● Work required: Lines with the string "Drive" in the data below: report how many there are, and write nothing but the number.

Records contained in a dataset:
────────────────────

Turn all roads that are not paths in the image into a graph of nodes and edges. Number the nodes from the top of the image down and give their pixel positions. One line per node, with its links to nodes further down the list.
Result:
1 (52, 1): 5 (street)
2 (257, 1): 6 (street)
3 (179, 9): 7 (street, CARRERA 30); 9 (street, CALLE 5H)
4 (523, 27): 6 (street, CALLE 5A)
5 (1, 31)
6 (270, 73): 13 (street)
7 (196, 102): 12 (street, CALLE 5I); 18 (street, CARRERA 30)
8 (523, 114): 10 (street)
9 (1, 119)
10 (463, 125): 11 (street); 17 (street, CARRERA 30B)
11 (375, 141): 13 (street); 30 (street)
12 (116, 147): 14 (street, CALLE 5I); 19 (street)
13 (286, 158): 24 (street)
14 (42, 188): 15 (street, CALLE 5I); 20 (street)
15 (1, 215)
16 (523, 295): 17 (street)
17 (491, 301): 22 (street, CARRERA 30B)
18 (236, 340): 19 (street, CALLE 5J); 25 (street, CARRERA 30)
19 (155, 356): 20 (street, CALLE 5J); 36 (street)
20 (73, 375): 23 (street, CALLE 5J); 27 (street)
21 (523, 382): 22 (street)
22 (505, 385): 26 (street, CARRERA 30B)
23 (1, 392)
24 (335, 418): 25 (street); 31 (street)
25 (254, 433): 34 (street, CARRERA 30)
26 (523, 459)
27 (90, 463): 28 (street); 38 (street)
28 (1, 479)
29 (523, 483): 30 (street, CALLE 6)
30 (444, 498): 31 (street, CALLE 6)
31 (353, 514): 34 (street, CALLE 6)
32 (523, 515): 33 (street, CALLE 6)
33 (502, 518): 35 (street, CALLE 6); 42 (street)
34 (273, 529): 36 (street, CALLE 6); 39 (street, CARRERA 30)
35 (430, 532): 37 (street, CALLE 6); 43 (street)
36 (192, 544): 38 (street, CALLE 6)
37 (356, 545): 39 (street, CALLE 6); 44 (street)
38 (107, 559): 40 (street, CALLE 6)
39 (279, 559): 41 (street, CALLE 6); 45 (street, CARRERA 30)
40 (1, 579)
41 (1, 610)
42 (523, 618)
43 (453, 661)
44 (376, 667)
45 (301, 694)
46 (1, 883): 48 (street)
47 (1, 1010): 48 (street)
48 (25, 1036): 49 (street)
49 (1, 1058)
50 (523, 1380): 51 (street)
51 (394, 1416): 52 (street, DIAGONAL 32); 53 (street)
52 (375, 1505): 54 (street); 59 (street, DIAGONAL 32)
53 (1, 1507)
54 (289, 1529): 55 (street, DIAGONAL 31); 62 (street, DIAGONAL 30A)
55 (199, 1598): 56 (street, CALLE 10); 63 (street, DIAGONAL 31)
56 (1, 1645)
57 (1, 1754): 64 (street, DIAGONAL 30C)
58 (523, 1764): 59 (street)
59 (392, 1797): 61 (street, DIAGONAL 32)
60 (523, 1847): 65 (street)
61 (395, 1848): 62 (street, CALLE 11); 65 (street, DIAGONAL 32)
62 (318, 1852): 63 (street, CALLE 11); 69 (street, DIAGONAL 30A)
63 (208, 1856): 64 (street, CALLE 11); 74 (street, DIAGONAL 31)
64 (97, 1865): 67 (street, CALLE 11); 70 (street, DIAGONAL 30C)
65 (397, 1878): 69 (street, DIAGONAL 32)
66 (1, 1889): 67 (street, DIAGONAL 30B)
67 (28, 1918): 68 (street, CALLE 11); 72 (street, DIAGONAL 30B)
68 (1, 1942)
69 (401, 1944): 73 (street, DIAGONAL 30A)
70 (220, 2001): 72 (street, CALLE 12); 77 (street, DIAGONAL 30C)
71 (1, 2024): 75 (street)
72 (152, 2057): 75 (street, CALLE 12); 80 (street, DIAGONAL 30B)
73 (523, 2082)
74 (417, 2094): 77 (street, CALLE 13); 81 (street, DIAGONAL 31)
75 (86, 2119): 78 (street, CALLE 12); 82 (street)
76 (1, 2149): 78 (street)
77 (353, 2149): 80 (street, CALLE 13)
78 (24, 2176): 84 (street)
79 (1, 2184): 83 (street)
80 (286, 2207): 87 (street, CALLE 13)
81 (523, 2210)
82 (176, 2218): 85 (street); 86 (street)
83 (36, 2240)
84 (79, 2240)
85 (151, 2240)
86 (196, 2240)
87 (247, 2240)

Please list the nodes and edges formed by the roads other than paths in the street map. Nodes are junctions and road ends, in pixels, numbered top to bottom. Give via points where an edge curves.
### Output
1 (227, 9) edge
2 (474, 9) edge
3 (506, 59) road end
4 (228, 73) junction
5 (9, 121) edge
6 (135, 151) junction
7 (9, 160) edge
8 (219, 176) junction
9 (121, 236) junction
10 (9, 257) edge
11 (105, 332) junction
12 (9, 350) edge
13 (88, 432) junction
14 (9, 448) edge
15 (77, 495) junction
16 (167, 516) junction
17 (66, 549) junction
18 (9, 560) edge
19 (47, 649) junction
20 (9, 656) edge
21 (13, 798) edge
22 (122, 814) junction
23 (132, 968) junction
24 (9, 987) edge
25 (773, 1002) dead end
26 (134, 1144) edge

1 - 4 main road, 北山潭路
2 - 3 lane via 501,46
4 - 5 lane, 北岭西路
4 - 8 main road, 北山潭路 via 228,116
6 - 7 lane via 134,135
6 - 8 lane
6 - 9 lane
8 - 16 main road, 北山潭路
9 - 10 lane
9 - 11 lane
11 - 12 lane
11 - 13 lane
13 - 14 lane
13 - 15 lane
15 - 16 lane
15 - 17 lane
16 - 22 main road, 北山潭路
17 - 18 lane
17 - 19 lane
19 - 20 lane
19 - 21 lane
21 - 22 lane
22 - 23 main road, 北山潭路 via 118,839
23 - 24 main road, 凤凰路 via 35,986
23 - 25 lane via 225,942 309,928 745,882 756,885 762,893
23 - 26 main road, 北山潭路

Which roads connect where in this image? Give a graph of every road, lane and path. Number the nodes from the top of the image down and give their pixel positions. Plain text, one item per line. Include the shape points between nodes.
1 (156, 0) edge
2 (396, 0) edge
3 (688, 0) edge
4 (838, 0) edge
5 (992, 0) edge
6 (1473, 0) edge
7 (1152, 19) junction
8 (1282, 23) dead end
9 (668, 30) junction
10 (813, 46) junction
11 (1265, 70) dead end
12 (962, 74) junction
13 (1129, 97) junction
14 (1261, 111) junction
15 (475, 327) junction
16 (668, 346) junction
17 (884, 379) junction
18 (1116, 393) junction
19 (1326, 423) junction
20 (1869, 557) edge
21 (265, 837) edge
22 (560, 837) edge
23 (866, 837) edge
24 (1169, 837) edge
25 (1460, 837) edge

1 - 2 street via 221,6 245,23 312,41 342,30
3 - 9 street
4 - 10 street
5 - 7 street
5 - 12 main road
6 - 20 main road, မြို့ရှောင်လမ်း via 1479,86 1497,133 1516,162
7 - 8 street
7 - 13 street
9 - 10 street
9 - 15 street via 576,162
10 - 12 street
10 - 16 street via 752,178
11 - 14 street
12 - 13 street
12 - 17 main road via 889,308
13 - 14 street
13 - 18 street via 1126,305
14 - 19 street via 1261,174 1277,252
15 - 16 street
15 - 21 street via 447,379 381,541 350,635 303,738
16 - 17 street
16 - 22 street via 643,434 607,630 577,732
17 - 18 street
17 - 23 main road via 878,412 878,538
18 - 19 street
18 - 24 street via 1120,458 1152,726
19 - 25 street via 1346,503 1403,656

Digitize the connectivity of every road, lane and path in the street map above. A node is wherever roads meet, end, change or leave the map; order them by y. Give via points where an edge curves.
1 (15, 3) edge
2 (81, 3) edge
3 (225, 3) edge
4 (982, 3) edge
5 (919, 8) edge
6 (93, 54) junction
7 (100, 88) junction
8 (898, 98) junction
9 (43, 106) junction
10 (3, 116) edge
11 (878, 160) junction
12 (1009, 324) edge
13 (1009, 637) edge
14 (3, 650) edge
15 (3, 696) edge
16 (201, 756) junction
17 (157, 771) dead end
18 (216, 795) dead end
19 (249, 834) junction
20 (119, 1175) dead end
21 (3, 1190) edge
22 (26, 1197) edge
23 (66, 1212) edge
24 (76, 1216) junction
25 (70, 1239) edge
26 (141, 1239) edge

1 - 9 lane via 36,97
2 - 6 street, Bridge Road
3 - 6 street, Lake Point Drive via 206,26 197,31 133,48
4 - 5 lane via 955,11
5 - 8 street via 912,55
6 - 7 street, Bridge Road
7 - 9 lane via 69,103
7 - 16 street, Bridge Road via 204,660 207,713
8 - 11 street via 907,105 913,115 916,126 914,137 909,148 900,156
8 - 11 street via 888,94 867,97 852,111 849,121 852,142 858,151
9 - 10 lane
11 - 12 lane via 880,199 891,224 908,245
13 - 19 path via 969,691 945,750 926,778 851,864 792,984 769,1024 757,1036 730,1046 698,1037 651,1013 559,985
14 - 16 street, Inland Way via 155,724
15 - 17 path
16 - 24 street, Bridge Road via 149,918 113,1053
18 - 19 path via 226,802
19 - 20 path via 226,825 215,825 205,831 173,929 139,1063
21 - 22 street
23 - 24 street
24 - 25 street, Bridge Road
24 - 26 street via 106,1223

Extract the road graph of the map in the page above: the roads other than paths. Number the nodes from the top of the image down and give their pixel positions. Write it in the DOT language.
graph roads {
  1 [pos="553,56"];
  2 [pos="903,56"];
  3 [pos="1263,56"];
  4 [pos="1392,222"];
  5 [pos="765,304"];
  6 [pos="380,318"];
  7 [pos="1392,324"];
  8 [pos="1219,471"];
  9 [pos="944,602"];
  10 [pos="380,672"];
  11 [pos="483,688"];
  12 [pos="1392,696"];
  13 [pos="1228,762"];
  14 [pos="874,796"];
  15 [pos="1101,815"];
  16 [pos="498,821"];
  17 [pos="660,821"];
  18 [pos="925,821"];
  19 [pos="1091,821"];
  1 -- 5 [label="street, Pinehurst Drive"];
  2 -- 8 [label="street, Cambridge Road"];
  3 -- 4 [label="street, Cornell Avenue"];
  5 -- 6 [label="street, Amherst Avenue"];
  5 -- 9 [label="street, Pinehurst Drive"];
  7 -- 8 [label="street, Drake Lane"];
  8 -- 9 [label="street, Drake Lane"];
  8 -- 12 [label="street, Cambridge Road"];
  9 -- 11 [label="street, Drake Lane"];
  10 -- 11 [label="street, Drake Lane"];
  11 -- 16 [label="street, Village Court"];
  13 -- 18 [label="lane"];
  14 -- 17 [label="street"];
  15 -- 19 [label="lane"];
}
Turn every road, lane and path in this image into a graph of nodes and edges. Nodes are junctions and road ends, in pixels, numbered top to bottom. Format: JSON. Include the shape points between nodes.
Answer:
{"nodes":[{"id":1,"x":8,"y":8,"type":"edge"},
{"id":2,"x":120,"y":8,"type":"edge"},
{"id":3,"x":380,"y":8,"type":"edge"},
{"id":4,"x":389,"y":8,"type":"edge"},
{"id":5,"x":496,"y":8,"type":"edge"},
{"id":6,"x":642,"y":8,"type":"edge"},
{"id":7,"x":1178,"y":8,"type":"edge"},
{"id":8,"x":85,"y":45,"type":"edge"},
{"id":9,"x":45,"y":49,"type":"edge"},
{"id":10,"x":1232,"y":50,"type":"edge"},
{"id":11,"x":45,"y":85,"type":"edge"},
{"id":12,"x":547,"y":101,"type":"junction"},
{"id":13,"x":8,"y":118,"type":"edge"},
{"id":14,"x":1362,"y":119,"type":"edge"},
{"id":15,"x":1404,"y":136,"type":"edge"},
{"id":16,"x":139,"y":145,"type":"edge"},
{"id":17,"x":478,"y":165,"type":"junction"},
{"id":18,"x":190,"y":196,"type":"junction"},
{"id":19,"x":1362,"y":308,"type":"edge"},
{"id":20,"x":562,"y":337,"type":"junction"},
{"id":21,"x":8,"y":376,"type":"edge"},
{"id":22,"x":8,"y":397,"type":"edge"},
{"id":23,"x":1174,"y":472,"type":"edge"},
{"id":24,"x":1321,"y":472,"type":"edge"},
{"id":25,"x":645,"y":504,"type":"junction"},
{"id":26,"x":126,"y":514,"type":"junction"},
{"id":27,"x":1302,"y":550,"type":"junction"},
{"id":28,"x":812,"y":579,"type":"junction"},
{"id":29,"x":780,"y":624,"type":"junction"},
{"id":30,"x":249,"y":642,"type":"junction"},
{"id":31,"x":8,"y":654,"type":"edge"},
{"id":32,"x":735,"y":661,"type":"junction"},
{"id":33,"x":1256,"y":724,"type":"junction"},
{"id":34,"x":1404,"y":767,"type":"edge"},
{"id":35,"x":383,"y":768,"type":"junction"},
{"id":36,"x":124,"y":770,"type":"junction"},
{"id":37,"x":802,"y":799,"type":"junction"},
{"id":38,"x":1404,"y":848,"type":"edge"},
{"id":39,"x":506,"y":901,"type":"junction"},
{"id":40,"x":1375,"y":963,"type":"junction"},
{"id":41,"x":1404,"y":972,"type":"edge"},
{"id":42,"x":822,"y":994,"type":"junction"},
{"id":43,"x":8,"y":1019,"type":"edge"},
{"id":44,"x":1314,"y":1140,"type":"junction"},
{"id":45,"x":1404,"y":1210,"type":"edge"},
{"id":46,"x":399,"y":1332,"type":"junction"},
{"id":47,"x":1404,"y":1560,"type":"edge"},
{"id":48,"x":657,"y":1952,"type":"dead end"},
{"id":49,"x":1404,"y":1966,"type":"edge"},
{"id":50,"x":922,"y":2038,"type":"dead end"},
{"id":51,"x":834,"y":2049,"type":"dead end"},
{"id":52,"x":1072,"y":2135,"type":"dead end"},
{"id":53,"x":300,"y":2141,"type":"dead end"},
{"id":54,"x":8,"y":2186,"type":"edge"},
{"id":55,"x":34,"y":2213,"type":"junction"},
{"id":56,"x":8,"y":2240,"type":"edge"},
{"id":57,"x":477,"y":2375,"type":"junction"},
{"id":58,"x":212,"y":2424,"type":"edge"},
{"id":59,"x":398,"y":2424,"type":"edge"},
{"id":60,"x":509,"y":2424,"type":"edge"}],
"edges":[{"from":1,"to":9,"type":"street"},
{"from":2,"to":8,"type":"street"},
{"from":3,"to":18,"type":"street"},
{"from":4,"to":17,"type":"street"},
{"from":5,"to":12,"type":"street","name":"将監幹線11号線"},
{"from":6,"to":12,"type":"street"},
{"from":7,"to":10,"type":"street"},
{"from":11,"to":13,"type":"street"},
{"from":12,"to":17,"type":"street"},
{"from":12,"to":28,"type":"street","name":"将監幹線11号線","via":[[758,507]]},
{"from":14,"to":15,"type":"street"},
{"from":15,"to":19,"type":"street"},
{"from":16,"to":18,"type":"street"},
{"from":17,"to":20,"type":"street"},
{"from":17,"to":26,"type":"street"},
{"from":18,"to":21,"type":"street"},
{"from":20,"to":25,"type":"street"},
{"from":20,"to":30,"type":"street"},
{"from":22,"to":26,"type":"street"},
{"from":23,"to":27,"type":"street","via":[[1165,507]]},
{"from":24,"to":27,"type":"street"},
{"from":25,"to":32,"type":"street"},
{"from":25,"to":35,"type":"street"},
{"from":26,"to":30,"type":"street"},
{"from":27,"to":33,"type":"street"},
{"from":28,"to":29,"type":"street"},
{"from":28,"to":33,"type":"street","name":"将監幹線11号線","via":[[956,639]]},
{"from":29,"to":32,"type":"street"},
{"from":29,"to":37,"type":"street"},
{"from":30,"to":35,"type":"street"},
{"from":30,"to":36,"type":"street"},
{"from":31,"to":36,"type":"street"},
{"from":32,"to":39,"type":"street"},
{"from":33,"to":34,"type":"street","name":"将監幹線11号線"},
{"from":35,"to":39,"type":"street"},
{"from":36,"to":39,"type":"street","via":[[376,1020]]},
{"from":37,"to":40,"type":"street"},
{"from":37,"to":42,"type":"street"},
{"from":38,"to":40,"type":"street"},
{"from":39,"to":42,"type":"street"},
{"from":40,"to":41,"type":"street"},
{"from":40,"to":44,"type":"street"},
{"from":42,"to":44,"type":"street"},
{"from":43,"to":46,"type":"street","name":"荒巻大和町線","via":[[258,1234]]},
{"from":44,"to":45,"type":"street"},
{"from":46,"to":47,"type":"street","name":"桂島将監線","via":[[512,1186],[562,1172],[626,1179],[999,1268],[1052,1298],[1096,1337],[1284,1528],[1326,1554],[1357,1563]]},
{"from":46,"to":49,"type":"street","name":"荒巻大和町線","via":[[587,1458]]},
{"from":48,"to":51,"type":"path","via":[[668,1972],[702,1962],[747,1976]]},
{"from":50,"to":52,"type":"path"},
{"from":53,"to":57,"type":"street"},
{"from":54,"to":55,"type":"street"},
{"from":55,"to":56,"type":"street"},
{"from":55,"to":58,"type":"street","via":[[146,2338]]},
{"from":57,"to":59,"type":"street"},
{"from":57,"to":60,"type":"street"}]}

────────────────────

● Solution to this exercise: 3